João Ubaldo foi-se. O último grande escritor brasileiro, romancista de vocação, capaz de reunir qualidade literária, reconhecimento internacional, apoio crítico e popularidade — e principalmente o carisma de uma personalidade literária que já não existe mais. Da sua geração, ele foi o melhor. E não há uma nova geração de escritores brasileiros com essa magnitude.
O baiano João Ubaldo deu, de certa forma, continuidade à excelência literária regional de Jorge Amado, que o adotou, desde muito cedo, como pupilo. Não por acaso. Ubaldo esbanjou talento precoce, sólida formação e um humor inigualável. Era capaz de piadas e histórias engraçadas por horas a fio, pontuadas por suas risadas colossais, que se faziam ouvir à distância. E seduzia sua plateia, fossem apenas amigos ou literatos de alto calibre.
Embora tenha estreado na literatura aos 22 anos, o sucesso veio com o instigante romance “Sargento Getúlio”, uma obra madura de um escritor de 34 anos, que lhe valeu o Prêmio Jabuti de autor revelação em 1974. Até hoje é considerado um de seus melhores livros, talvez devido à linguagem irônica que produzia com grande facilidade, talvez pelo retrato de uma “brasilidade” pouco explorada, ou por sua maestria regionalista — ou provavelmente por tudo isso.
Ubaldo foi professor de Ciências Políticas na Alemanha e fez seu mestrado nos EUA. Tinha uma característica notável: boa parte de sua obra foi traduzida para o inglês por ele mesmo, tarefa que lhe tomava um bom tempo e da qual, algumas vezes, reclamava e se dizia arrependido. Como foi o caso de “Viva o Povo Brasileiro”, uma saga brasileira de mais de 400 páginas, linguagem rebuscada e plena de sutilezas.
Sua popularidade, no entanto, foi consolidada com “O Sorriso do Lagarto”, uma história com pitadas fantásticas que acabou virando série da TV Globo. Essa é uma das características de sua prosa: recriava a realidade brasileira com grande intensidade, buscando recursos tanto no realismo como no fantástico, fundindo cenários e personagens. Talvez tenha sido o escritor brasileiro que mais se aproximou da voluptuosidade literária dos grandes nomes do realismo fantástico latino-americano. A eles, Ubaldo não devia nada.
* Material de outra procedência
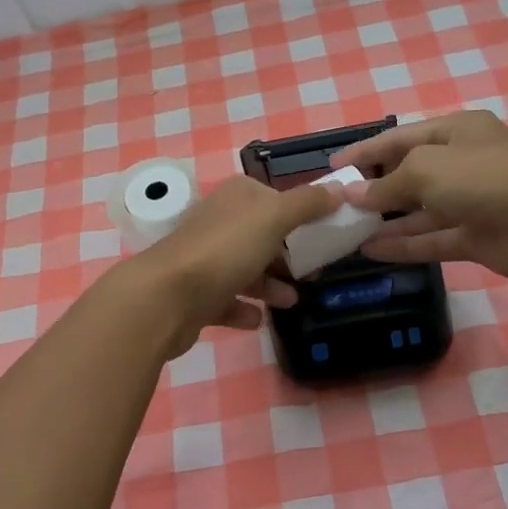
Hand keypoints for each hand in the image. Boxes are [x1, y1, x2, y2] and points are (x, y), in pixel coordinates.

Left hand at [116, 175, 341, 358]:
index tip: (326, 234)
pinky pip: (226, 301)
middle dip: (288, 254)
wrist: (167, 297)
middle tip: (315, 273)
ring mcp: (204, 259)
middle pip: (261, 236)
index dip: (300, 214)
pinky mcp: (195, 295)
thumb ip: (308, 203)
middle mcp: (218, 223)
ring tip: (291, 301)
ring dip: (270, 285)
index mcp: (236, 198)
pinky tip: (258, 319)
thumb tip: (340, 188)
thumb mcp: (274, 217)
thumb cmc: (225, 250)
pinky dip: (244, 309)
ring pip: (245, 269)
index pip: (273, 199)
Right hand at [329, 111, 507, 281]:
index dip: (365, 152)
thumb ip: (386, 184)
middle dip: (375, 189)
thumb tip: (353, 196)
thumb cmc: (483, 177)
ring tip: (348, 232)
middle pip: (409, 174)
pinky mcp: (475, 237)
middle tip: (338, 206)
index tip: (333, 169)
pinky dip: (404, 244)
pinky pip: (432, 239)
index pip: (399, 138)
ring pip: (419, 211)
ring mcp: (470, 202)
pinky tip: (372, 251)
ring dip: (386, 221)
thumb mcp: (425, 169)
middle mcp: (462, 163)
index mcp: (454, 132)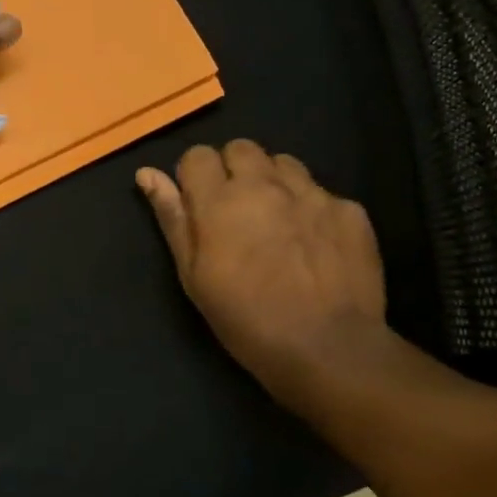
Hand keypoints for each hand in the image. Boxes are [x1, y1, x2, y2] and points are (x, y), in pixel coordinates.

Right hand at [137, 140, 387, 414]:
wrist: (329, 349)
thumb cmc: (247, 320)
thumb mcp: (194, 276)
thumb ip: (173, 218)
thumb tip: (147, 174)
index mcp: (220, 200)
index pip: (197, 155)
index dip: (195, 177)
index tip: (200, 207)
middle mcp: (265, 184)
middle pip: (241, 148)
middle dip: (234, 170)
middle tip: (237, 212)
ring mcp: (312, 193)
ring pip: (284, 163)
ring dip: (273, 182)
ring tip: (277, 222)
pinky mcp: (350, 209)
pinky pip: (322, 193)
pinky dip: (312, 209)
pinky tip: (315, 245)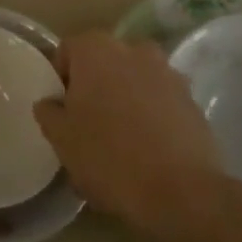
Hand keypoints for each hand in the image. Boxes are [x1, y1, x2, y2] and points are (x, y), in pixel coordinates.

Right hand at [34, 30, 226, 241]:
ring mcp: (169, 73)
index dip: (60, 78)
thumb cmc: (108, 156)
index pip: (68, 49)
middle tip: (88, 122)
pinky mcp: (193, 101)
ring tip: (121, 139)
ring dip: (126, 99)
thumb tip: (52, 102)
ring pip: (135, 80)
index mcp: (96, 50)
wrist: (181, 192)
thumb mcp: (60, 137)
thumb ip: (48, 111)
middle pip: (104, 62)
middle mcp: (134, 50)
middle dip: (95, 85)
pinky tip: (148, 150)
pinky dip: (152, 116)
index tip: (61, 108)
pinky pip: (161, 101)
Não se pode dizer que tenha sido um escritor notadamente produtivo. Sua bibliografia não contém mais de dez títulos, alguns obscuros. Mas exerceu seu ofício de escritor de modo exemplar, produzindo crônicas na grande imprensa, participando de antologias e divulgando a qualidade literária brasileira mundo afora. Em 1995, publicou “Um brasileiro em Berlim”, uma pérola na forma de depoimento baseado no ano em que passou na capital alemã a convite de uma instituição local.
Assumidamente alcóolatra, Ubaldo conseguiu largar a bebida nos últimos tempos, o que talvez tenha lhe produzido uma certa melancolia. Casou-se três vezes. E embora estivesse morando no Rio há mais de dez anos, Ubaldo era um típico baiano — na literatura, no modo de falar, na graça sensual de suas ideias malucas. Uma figura. Graças a ele, a bucólica ilha de Itaparica, próxima a Salvador, foi eternizada, já que foi o cenário de muitas de suas narrativas.
Foi um baiano “grandioso” por não se ater às temáticas literárias regionais e produzir uma literatura universal, ainda que com raízes locais. Pôde ser tão popular a ponto de ser tema de escola de samba e, ao mesmo tempo, circunspecto o suficiente para ser eleito para a Academia Brasileira de Letras, o que ocorreu em 1993.
É fácil dizer que a literatura brasileira perdeu um de seus maiores escritores de todos os tempos. O difícil é aceitar que autores de seu quilate provavelmente não surgirão tão cedo.